=== Work instruction ===
Starting at the line containing "pinky dip: (434, 338)" and ending at the line containing "index tip: (790, 387)", print every line of the material below exactly, both ends included, and stop there.

· · · · · · ·

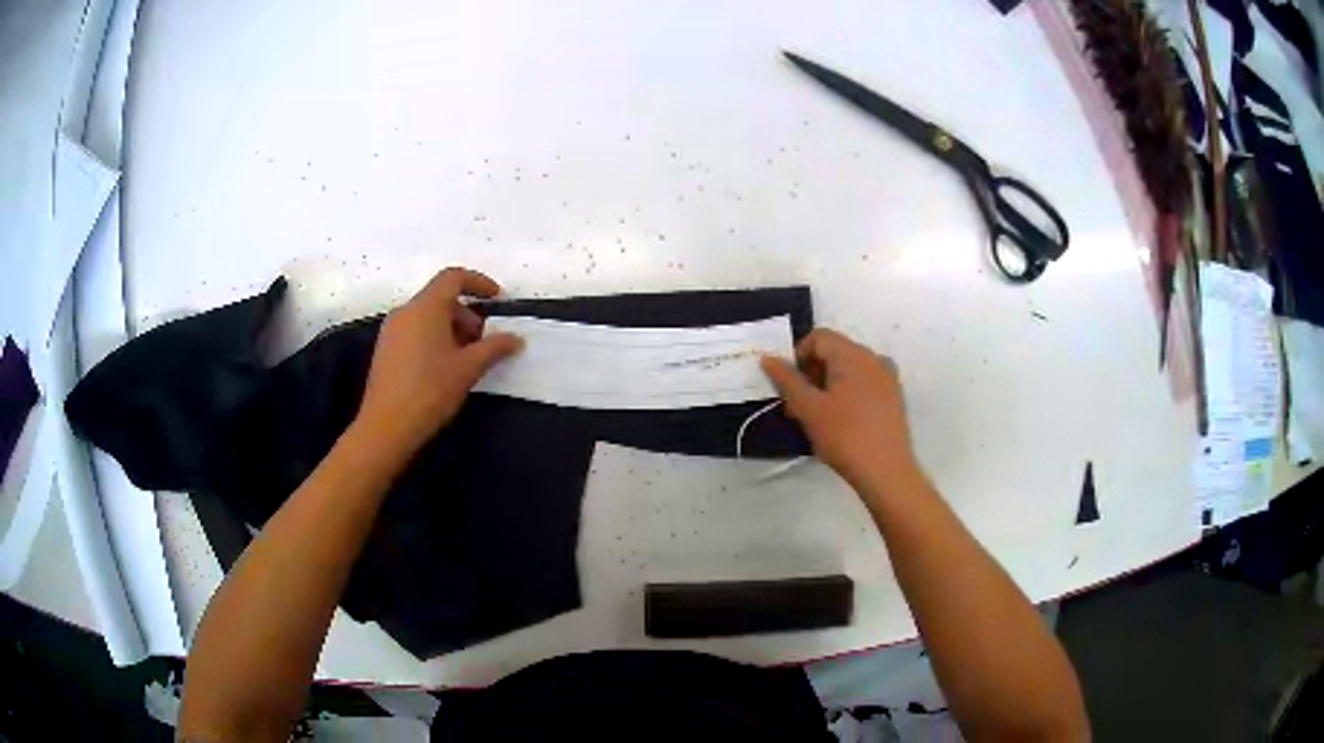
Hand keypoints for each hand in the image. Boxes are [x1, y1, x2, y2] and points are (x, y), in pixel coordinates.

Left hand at [356, 268, 522, 453]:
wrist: (386, 427)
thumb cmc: (430, 390)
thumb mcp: (468, 368)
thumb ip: (494, 348)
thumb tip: (516, 339)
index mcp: (426, 307)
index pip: (453, 277)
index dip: (478, 282)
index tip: (497, 298)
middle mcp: (405, 311)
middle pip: (440, 298)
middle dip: (466, 314)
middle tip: (484, 341)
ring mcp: (392, 330)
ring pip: (427, 316)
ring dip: (451, 328)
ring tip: (466, 358)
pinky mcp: (385, 349)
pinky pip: (414, 331)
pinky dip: (434, 338)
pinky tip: (444, 367)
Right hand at [761, 328, 921, 496]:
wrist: (886, 471)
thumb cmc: (845, 437)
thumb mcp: (809, 409)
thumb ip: (787, 381)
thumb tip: (768, 359)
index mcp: (853, 355)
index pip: (818, 337)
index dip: (798, 356)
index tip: (790, 387)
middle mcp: (873, 358)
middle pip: (834, 351)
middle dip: (812, 372)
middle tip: (798, 405)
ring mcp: (887, 377)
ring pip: (848, 368)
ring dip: (827, 384)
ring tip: (817, 416)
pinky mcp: (893, 396)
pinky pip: (863, 382)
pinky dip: (847, 392)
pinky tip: (841, 419)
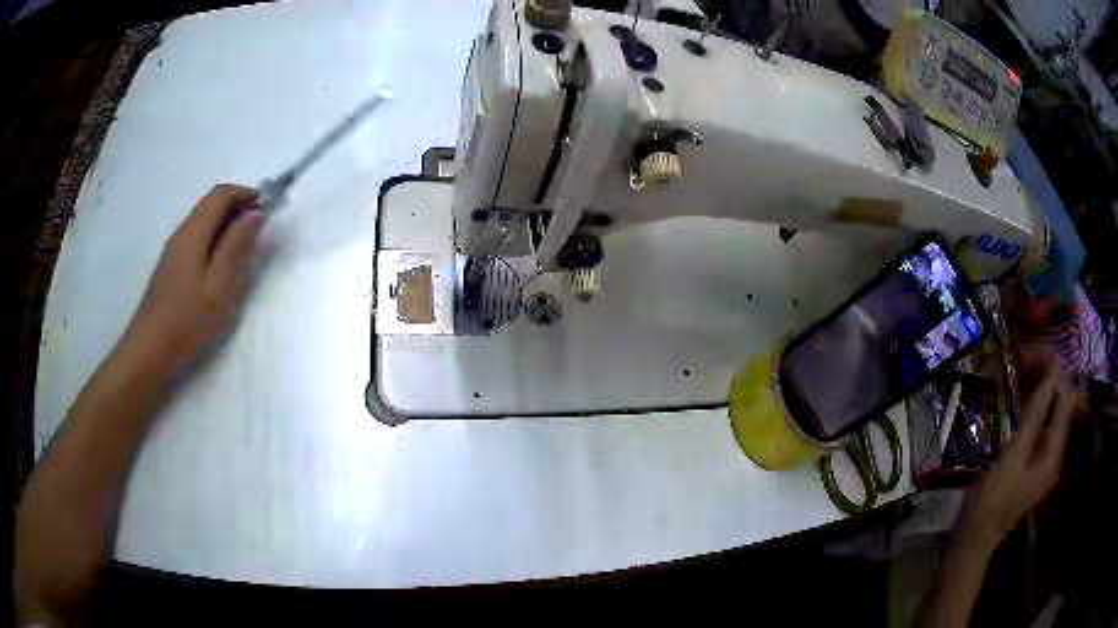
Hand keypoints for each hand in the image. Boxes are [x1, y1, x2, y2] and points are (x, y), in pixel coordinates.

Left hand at [119, 184, 262, 377]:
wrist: (150, 351)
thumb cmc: (187, 321)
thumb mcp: (220, 286)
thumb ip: (237, 247)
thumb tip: (255, 214)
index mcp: (194, 232)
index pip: (222, 194)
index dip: (247, 194)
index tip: (267, 210)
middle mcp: (182, 233)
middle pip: (211, 204)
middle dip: (238, 208)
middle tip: (258, 233)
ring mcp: (173, 251)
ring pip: (203, 222)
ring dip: (226, 226)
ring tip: (243, 253)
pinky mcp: (171, 268)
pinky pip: (197, 240)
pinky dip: (214, 241)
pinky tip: (221, 269)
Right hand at [962, 365, 1083, 546]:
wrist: (974, 538)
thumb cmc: (994, 497)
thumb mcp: (1014, 453)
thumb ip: (1037, 412)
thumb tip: (1054, 369)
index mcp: (1056, 451)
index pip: (1065, 398)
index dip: (1055, 373)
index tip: (1033, 355)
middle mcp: (1056, 454)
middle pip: (1060, 406)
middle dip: (1047, 382)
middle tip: (1024, 364)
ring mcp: (1044, 462)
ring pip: (1050, 416)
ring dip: (1039, 395)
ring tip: (1021, 377)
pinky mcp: (1032, 466)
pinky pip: (1040, 429)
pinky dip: (1033, 412)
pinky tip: (1019, 406)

· · · · · · ·

=== Written response ===
pinky dip: (434, 338)
pinky tip: (444, 367)
Right hand at [761, 328, 921, 496]:
wrist: (886, 471)
thumb cmc: (845, 437)
thumb mcp: (809, 409)
thumb ip: (787, 381)
thumb tip: (768, 359)
index mcp: (853, 355)
index pip: (818, 337)
index dip: (798, 356)
index tip: (790, 387)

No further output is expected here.